Now suppose I have two of these random variables, say $X_1$ and $X_2$, independent and identically distributed as $X$. What would you say about $\operatorname{E}[X_1 + X_2]$? We could either explicitly compute the probability distribution of the sum $X_1 + X_2$; i.e.,
$$\begin{align}
\Pr[X_1 + X_2 = 4] &= \Pr[X_1 = 2]\Pr[X_2 = 2] = 0.09 \\
\Pr[X_1 + X_2 = 7] &= \Pr[X_1 = 2]\Pr[X_2 = 5] + \Pr[X_1 = 5]\Pr[X_2 = 2] = 0.42 \\
\Pr[X_1 + X_2 = 10] &= \Pr[X_1 = 5]\Pr[X_2 = 5] = 0.49 \\
\end{align}$$
hence
$$\operatorname{E}[X_1 + X_2] = (4)(0.09) + (7)(0.42) + (10)(0.49) = 8.2,$$
or we can use linearity of expectation:
$$\operatorname{E}[X_1 + X_2] = \operatorname{E}[X_1] + \operatorname{E}[X_2] = 4.1 + 4.1 = 8.2.$$
Thus the expectation of a sample mean of size $n = 2$ is
$$\operatorname{E}\left[\frac{X_1 + X_2}{2}\right] = \frac{1}{2}\operatorname{E}[X_1 + X_2] = 4.1.$$
And in the general case of an arbitrary sample size, the same idea holds. The expectation operator is not calculating a sample mean. It's calculating a distributional property, a measure of central tendency of the underlying distribution. If I write
$$\operatorname{E}[\bar X] = \operatorname{E}\left[\frac{X_1 + \cdots + X_n}{n}\right],$$
this represents a distributional property of the sampling distribution of the sample mean. That is to say, just like how $X_1 + X_2$ has its own probability distribution (that we can derive from $X$), the sample mean $\bar X$ has a probability distribution. $\operatorname{E}[\bar X]$ is the expected value of that distribution.
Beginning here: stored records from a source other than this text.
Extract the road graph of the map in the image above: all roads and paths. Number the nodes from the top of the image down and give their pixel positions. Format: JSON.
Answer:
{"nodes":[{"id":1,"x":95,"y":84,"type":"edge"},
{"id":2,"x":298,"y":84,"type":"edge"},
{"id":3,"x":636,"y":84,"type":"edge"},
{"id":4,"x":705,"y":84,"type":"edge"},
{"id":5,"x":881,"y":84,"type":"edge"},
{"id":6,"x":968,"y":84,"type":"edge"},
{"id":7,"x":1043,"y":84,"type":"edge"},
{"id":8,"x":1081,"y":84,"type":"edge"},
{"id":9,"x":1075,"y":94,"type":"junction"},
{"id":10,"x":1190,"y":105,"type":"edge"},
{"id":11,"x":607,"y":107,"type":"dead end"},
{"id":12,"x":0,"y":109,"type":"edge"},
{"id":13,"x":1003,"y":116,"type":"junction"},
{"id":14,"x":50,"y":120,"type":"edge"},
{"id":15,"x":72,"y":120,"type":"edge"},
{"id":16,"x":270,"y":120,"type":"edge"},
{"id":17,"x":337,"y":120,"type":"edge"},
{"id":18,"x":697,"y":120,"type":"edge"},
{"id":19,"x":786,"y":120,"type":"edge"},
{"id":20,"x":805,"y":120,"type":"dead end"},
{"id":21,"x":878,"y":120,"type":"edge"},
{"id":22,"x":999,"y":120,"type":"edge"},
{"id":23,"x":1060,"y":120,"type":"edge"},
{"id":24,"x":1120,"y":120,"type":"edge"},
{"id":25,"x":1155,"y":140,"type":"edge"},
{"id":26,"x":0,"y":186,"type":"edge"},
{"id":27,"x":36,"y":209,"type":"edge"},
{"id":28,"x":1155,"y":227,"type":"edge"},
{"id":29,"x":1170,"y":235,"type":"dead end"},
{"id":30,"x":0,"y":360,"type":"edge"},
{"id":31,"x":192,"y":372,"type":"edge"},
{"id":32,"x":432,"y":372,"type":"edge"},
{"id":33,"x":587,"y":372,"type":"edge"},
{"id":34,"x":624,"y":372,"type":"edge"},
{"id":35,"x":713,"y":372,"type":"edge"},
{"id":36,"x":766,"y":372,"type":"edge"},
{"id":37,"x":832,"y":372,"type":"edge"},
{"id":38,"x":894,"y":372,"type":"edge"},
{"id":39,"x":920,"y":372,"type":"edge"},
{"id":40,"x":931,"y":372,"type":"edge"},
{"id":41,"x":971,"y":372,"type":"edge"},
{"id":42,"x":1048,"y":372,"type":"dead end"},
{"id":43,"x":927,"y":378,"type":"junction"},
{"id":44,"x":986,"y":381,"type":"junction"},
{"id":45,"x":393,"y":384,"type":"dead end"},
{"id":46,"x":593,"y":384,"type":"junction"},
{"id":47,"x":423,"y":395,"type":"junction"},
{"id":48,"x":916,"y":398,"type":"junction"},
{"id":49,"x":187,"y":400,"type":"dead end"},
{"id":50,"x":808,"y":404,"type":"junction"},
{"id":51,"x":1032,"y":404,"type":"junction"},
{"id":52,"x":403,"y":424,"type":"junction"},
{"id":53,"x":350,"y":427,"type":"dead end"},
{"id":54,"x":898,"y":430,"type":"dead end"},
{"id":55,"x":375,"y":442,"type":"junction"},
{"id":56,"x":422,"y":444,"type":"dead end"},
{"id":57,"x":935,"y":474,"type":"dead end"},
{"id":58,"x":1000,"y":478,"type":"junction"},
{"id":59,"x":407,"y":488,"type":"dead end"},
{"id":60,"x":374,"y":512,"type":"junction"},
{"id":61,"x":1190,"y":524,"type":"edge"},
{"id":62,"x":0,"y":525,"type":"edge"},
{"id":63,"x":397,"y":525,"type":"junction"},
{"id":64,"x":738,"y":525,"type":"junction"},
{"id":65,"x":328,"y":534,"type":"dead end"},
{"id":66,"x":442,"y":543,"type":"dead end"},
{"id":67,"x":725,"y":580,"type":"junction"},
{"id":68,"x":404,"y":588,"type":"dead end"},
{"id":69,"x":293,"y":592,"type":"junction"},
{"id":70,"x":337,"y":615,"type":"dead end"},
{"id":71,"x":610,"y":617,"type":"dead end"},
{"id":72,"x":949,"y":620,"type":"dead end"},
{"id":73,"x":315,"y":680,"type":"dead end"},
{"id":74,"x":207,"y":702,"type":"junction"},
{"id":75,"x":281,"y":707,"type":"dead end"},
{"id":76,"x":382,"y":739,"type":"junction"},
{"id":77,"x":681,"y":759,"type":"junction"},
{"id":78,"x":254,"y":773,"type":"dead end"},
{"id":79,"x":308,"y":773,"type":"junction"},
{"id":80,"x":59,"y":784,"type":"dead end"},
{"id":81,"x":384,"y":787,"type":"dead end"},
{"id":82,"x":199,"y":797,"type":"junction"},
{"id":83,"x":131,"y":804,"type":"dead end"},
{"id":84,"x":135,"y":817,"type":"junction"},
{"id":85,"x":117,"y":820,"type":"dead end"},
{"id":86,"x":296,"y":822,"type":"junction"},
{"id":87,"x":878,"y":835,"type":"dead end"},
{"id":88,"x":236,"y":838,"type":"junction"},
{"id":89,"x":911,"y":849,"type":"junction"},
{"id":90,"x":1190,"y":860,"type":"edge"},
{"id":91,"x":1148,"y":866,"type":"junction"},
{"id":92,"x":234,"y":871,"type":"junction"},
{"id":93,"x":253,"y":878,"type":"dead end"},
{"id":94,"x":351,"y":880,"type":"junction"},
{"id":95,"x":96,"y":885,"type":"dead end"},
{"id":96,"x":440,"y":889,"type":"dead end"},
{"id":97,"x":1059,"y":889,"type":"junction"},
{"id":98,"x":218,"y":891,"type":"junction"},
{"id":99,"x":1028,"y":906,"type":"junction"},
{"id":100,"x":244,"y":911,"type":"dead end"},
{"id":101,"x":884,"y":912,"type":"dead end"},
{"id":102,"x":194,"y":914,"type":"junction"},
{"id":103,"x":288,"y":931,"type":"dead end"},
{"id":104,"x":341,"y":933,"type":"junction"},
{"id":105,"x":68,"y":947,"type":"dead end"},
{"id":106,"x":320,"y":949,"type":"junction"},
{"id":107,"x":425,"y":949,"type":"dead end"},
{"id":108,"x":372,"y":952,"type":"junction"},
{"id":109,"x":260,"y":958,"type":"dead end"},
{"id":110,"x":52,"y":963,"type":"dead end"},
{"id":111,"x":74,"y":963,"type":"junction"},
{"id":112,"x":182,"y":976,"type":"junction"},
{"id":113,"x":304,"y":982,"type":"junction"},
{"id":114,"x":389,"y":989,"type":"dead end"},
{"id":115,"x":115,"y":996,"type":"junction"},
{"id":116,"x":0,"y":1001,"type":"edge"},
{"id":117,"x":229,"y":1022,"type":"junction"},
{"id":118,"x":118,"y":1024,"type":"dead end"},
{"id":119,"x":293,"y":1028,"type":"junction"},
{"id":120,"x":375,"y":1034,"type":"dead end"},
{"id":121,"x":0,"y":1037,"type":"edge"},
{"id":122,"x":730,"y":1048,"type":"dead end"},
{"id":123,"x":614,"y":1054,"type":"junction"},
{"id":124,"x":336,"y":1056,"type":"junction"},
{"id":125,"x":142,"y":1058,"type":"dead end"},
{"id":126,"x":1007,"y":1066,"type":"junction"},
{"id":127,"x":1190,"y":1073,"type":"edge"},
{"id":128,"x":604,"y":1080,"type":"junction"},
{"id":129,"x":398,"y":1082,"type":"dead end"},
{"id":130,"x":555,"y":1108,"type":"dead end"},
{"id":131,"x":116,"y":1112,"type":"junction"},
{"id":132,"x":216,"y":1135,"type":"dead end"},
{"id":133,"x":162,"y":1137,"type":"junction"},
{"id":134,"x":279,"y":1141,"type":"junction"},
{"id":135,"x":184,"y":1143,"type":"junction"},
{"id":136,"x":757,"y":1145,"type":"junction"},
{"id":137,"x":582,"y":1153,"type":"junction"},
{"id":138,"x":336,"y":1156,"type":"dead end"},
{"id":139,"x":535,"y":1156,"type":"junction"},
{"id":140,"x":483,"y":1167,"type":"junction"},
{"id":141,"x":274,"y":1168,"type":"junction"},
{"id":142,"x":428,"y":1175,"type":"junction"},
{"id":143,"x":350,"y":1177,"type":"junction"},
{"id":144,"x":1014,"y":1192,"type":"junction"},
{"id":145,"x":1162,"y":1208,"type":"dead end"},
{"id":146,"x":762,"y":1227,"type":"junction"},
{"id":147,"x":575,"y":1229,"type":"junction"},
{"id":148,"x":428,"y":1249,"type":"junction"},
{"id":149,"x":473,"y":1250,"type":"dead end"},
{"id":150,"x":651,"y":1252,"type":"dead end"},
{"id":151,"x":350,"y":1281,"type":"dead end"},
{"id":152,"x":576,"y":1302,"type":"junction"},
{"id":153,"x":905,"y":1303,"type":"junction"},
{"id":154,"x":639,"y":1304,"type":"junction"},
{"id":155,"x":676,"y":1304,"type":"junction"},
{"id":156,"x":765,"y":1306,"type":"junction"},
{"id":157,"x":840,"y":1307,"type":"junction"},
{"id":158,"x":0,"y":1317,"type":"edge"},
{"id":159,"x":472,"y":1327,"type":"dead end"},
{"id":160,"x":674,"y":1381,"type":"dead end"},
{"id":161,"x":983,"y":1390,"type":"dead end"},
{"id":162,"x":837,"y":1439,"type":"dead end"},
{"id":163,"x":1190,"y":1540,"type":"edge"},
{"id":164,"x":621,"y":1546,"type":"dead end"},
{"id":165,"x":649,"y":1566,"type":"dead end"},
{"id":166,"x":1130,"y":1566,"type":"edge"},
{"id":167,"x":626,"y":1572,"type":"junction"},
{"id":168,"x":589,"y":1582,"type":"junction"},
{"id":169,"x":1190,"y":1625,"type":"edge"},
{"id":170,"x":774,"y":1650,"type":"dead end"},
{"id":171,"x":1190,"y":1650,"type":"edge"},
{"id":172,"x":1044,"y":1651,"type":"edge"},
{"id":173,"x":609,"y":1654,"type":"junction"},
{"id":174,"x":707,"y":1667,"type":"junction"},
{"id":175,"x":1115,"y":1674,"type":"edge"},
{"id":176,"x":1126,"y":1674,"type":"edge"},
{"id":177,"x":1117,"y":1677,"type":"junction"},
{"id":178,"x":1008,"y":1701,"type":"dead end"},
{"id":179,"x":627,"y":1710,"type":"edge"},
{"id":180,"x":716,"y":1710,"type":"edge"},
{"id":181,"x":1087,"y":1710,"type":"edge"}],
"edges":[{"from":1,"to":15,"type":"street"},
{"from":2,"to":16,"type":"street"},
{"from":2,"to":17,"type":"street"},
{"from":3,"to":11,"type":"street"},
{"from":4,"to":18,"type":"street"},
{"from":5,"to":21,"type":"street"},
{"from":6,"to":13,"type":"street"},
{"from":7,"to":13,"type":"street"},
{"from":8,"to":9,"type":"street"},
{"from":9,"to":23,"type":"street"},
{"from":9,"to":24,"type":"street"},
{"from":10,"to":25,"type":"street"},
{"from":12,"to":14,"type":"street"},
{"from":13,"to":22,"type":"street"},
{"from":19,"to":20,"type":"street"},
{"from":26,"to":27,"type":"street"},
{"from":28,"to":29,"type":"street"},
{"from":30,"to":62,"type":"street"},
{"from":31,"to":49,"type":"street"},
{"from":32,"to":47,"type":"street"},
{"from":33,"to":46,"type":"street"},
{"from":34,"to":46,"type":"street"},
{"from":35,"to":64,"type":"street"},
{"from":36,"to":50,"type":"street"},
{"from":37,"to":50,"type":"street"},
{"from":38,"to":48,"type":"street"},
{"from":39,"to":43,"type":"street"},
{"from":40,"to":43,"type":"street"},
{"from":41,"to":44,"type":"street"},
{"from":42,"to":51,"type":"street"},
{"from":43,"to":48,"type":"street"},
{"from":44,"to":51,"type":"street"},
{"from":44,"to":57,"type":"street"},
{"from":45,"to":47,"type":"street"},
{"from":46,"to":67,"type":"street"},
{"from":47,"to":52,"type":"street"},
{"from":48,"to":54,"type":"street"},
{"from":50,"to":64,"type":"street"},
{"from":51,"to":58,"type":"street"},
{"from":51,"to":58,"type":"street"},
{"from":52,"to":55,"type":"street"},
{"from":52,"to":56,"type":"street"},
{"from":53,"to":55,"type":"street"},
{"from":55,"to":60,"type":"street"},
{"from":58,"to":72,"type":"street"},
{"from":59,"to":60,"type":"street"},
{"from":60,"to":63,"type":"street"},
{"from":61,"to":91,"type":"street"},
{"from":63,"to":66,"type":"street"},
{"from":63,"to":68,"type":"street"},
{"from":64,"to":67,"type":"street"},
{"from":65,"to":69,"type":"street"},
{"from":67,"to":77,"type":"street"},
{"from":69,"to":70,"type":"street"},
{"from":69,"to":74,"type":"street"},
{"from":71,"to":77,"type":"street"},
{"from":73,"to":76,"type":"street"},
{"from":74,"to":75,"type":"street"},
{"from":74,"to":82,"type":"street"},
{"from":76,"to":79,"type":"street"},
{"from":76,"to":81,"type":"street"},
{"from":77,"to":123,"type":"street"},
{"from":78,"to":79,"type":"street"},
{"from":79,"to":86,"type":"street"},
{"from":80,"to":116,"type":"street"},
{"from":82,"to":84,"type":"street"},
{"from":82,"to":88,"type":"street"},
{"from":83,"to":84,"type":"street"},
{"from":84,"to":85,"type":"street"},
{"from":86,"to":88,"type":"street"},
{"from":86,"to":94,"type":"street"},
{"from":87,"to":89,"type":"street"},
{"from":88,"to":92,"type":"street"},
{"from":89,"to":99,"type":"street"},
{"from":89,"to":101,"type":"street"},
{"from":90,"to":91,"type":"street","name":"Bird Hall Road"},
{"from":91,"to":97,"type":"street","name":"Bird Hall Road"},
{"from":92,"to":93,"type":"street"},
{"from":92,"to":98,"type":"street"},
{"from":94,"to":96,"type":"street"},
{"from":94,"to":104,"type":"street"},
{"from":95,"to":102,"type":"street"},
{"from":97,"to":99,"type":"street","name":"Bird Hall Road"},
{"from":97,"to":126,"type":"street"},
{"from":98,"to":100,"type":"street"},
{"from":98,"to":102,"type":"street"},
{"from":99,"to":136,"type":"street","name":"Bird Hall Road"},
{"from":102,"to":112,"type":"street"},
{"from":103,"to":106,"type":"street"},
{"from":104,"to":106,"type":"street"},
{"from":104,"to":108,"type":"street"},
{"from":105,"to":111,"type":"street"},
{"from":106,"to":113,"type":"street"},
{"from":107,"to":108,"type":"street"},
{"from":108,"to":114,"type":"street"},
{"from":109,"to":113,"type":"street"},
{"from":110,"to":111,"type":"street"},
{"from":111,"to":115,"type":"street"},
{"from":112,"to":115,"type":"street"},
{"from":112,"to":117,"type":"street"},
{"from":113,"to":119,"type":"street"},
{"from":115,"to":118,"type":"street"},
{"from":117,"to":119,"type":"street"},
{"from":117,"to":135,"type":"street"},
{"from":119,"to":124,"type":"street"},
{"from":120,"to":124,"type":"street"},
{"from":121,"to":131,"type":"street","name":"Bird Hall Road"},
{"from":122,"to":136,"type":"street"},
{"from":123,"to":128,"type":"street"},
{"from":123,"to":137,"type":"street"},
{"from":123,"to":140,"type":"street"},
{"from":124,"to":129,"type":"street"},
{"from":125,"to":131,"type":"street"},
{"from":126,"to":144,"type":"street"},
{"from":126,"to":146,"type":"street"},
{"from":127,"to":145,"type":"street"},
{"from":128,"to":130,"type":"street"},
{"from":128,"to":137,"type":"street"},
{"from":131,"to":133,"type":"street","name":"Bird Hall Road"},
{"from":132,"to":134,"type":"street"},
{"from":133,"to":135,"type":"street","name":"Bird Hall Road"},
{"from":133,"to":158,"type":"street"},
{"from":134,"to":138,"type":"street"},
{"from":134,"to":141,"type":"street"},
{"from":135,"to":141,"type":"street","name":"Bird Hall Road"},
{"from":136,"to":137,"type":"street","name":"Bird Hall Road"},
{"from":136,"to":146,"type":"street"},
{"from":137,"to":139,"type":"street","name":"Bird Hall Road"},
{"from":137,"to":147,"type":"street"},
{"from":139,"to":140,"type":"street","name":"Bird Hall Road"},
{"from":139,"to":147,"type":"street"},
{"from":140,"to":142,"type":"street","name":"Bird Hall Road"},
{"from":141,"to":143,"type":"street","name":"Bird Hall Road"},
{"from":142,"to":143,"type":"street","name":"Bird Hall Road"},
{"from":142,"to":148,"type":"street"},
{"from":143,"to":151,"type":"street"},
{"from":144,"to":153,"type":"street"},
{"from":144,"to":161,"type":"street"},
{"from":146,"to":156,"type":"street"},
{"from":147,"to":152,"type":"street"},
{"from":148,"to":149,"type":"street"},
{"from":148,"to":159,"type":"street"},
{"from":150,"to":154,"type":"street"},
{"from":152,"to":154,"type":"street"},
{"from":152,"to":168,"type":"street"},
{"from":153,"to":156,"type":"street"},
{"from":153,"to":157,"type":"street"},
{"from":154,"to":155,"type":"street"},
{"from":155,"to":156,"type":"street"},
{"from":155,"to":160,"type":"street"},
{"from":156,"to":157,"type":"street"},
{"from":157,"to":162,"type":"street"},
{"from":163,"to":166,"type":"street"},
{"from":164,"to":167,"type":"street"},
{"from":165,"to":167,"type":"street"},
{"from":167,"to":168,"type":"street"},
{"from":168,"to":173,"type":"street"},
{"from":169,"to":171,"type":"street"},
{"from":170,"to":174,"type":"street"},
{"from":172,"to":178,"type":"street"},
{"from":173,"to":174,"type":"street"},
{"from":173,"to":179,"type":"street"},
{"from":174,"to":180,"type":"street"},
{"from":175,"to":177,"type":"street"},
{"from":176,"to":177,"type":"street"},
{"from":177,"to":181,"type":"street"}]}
An "observation" for which we have no numerical result remains a random variable for the purposes of calculating distributional properties, except where noted otherwise. It doesn't matter if I call $X_1$ an "observation" or a random variable if I want to compute $\operatorname{E}[X_1 + X_2 + \cdots + X_n]$. The context is clear: I want an expectation with respect to all of the variables $X_1, \ldots, X_n$. If I want to treat $X_1$ as a fixed but unknown value, I would write
$$\operatorname{E}[X_1 + \cdots + X_n \mid X_1],$$
and this would be a function of $X_1$. But in no case should you be thinking about $\operatorname{E}$ as being some empirical mean of some hypothetical sample drawn from a probability distribution. $\operatorname{E}[X]$ is not a statistic and not a random variable.
It is strange, because this is the second recent instance I have seen where someone is confused between estimators and distributional properties (i.e., parameters). This should not be the case for students of probability and statistics; it is critically important to disambiguate these before proceeding any further.